§ **Instructions to follow**: What is the number of lines in the entries that contain "переулок"? Reply with that number only.
------------------------------------
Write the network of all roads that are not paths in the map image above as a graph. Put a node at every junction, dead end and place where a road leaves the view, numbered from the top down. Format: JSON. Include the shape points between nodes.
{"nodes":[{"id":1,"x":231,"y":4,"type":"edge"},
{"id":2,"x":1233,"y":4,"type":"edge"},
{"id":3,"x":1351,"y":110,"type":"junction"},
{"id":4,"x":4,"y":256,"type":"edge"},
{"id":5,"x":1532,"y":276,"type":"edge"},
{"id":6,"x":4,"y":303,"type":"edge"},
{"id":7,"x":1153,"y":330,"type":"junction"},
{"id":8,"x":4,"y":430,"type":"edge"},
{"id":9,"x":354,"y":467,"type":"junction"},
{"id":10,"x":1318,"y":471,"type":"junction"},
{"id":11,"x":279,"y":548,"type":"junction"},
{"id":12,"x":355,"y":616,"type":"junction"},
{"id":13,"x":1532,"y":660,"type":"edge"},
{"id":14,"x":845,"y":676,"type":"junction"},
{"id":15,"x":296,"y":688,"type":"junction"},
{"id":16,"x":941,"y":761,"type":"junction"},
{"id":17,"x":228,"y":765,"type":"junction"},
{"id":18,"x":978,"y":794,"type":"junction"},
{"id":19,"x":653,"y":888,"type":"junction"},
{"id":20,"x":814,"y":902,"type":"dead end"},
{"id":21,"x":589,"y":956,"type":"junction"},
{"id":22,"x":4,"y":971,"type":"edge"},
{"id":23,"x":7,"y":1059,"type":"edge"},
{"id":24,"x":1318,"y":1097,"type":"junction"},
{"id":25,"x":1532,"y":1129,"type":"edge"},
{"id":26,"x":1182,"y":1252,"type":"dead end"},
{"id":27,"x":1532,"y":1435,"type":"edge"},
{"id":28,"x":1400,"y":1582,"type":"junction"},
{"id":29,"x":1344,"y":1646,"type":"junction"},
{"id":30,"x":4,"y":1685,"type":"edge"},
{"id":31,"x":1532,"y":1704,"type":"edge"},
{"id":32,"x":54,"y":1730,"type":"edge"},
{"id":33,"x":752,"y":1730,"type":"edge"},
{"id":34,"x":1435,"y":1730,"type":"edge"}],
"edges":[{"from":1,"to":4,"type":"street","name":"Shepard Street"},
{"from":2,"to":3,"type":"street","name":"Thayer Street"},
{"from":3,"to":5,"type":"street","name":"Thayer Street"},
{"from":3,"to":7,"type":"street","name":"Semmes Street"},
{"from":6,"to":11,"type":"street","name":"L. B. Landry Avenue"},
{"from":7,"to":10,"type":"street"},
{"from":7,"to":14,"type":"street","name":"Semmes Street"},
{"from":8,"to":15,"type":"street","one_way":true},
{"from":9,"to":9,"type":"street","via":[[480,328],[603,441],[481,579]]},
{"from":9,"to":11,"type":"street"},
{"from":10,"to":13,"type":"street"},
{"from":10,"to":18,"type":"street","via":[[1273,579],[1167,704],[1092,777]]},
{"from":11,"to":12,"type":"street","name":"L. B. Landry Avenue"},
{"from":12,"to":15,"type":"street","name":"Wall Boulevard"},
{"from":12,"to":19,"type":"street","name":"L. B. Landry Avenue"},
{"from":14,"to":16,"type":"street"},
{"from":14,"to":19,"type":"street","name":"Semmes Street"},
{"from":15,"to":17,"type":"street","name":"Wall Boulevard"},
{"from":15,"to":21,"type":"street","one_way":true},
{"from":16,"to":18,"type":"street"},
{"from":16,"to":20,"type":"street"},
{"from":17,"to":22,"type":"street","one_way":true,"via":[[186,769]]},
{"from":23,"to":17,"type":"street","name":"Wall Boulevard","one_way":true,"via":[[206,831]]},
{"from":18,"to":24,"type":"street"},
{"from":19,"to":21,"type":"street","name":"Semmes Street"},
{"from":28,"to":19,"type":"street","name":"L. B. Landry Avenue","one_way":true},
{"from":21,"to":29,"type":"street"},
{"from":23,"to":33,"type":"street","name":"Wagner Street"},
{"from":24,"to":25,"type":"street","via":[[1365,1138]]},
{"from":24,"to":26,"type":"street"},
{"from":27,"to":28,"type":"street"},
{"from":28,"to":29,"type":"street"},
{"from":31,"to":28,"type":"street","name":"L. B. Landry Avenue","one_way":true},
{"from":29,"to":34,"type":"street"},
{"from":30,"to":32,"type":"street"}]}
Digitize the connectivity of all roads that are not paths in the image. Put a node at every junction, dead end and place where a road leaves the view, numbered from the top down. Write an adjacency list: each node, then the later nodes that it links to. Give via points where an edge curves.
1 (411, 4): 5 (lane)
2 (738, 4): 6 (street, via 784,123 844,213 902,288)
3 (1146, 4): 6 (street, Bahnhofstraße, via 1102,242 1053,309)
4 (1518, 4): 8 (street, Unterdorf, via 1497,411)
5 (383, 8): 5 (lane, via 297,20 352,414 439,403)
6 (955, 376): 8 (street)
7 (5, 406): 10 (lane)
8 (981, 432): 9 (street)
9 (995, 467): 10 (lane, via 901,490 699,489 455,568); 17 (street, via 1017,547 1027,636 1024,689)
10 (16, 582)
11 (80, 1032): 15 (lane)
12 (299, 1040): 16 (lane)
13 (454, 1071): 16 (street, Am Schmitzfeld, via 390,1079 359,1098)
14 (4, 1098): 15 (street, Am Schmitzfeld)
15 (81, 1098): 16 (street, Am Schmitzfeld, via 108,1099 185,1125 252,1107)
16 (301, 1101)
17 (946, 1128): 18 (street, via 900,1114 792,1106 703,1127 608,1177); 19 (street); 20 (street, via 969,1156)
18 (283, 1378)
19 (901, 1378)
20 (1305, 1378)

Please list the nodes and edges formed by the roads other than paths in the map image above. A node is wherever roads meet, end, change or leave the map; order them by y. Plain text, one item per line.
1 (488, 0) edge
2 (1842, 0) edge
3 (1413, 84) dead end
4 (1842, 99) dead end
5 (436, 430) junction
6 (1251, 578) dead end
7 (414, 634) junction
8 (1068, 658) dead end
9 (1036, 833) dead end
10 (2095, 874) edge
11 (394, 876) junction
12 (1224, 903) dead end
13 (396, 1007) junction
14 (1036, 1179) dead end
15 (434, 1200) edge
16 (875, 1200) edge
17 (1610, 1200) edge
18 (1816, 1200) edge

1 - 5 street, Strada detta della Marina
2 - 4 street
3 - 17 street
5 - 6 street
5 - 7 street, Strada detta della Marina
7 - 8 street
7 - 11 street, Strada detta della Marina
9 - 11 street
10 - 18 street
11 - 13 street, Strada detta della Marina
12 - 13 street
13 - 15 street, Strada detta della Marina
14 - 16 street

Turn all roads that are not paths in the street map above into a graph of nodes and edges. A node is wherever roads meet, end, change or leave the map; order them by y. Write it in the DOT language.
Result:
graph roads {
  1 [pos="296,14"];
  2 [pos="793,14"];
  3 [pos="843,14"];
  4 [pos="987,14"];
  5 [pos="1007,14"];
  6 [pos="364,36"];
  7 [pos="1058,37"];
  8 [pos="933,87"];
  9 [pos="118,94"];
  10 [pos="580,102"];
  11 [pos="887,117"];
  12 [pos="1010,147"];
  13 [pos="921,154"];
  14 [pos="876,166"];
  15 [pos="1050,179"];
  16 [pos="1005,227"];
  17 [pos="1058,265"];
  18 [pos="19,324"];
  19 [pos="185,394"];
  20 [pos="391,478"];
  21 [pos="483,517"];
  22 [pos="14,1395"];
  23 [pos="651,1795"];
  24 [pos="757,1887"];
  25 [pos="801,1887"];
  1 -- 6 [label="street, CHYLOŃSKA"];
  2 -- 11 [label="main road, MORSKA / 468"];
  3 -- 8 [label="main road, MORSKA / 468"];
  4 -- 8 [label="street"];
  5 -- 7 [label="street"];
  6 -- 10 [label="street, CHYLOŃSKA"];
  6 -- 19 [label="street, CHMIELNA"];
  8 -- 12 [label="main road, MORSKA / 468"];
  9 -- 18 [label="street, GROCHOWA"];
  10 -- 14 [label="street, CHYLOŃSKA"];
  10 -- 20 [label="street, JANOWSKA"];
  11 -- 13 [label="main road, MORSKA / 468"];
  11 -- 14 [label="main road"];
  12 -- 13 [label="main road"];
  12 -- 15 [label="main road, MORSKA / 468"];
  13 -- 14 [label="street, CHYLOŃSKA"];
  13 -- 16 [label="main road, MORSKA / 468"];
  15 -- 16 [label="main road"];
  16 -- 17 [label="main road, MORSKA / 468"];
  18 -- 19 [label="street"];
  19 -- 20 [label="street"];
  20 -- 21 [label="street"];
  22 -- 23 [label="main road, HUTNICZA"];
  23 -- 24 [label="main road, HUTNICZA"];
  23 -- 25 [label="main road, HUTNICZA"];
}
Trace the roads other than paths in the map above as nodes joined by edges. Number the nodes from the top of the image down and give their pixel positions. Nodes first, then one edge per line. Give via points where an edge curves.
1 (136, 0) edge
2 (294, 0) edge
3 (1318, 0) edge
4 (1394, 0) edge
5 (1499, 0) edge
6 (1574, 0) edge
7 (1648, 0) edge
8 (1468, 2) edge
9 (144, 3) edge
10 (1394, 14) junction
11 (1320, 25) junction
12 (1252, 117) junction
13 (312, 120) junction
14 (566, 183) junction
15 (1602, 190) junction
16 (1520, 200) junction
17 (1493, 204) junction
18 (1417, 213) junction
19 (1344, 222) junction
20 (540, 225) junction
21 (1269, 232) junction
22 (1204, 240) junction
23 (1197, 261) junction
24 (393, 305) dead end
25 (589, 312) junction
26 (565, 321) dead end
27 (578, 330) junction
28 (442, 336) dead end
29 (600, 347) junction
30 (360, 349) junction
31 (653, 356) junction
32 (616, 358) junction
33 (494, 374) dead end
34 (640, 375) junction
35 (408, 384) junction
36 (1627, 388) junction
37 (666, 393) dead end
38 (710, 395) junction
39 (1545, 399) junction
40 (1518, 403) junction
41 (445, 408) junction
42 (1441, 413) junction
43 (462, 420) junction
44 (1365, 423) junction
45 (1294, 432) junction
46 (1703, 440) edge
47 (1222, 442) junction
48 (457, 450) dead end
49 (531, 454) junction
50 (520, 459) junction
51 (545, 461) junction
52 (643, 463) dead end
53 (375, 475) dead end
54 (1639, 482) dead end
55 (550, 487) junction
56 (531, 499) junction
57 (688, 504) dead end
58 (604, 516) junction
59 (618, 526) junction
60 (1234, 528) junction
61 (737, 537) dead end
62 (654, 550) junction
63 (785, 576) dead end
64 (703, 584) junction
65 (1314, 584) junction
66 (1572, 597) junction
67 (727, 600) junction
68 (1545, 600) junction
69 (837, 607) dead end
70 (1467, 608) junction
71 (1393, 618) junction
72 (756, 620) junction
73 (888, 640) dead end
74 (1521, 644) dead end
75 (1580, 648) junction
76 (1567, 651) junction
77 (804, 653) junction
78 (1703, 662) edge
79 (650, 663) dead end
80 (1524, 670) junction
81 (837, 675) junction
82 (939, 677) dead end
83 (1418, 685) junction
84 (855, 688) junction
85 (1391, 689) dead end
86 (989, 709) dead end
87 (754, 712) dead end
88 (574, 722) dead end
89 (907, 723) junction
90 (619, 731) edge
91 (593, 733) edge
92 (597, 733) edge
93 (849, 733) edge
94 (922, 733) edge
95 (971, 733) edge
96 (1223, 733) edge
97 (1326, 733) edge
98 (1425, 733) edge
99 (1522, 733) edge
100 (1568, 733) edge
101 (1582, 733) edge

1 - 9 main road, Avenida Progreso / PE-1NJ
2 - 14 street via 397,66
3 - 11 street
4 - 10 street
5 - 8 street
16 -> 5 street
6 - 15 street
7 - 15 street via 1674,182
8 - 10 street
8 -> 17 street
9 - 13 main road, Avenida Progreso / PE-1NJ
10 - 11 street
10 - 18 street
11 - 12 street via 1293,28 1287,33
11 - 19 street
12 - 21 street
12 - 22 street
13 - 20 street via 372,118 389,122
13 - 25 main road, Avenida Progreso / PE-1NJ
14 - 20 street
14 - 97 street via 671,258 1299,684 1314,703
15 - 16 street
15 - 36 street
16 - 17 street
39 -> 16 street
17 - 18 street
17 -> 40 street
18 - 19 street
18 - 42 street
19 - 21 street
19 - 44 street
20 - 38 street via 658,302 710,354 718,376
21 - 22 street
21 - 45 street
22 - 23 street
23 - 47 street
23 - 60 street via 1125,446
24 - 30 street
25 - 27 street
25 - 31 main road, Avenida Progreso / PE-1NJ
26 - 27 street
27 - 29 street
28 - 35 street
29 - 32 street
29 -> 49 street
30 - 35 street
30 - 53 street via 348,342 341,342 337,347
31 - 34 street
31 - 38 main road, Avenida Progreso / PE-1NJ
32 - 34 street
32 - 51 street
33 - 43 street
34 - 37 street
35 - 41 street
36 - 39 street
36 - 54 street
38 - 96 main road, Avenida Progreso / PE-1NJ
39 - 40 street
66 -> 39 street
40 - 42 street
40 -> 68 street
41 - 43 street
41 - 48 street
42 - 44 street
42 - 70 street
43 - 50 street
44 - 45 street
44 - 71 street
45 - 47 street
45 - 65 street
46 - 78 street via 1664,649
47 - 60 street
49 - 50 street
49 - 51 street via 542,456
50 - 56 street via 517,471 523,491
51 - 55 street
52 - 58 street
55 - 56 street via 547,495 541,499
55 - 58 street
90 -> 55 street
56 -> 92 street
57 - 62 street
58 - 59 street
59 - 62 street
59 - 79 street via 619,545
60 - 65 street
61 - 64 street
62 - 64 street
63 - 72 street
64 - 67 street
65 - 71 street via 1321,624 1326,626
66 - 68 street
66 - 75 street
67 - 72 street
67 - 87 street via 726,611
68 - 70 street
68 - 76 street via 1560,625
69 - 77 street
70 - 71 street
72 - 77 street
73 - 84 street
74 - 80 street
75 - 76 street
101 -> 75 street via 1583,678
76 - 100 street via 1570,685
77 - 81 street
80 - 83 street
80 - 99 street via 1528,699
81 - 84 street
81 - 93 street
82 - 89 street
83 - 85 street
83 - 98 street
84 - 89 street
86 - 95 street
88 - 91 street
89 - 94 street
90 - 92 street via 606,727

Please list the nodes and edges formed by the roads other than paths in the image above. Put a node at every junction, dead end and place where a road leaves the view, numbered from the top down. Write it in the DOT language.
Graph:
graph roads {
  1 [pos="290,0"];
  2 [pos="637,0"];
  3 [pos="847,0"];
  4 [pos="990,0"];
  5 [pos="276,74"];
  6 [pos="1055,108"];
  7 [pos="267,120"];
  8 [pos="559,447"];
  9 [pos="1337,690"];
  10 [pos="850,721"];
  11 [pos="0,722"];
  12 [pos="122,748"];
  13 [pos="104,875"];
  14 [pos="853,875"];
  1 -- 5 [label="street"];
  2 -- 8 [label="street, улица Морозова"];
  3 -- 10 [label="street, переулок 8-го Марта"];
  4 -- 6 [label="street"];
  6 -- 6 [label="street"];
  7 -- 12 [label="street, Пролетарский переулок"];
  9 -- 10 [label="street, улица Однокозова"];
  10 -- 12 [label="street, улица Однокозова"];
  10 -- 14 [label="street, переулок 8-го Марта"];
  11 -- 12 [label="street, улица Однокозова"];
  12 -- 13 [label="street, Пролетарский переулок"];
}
------------------------------------
§ **Solution to the problem**: 4